▶ **EXERCISE GOAL**
Print every record below exactly, minus the pictures.

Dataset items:
☆ ☆ ☆ ☆

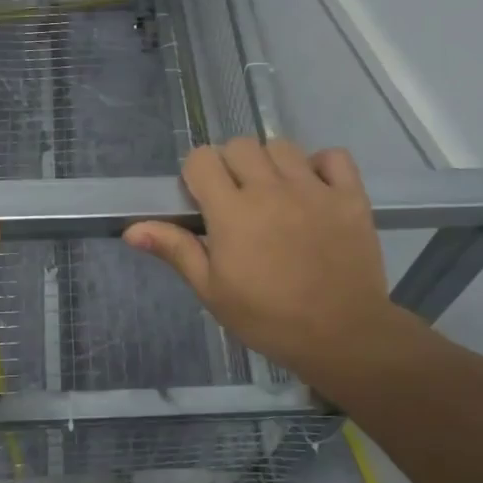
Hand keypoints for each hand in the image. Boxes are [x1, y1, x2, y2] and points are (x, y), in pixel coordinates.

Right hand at [124, 138, 406, 377]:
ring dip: (271, 163)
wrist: (342, 336)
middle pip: (240, 145)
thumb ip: (176, 250)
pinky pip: (333, 156)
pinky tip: (314, 189)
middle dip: (231, 165)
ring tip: (274, 194)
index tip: (203, 199)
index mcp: (232, 212)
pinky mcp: (349, 196)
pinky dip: (321, 165)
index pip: (201, 159)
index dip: (196, 174)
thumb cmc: (268, 318)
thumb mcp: (213, 291)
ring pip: (281, 146)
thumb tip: (132, 229)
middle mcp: (270, 189)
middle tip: (237, 198)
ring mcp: (313, 189)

☆ ☆ ☆ ☆

▶ **EXERCISE ANSWER**
Hand keypoints for each hand in the image. Boxes are [x1, y1, x2, y2] and points are (x, y), in pixel coordinates.

Right hand at [124, 138, 406, 377]:
ring dip: (271, 163)
wrist: (342, 336)
middle pip: (240, 145)
thumb ip: (176, 250)
pinky pip: (333, 156)
pinky tip: (314, 189)
middle dip: (231, 165)
ring tip: (274, 194)
index tip: (203, 199)
index mcp: (232, 212)
pinky mcp: (349, 196)
pinky dip: (321, 165)
index pip: (201, 159)
index dip: (196, 174)
thumb cmc: (268, 318)
thumb mcp: (213, 291)
ring pip: (281, 146)
thumb tip: (132, 229)
middle mcp: (270, 189)
middle tip: (237, 198)
ring mcp: (313, 189)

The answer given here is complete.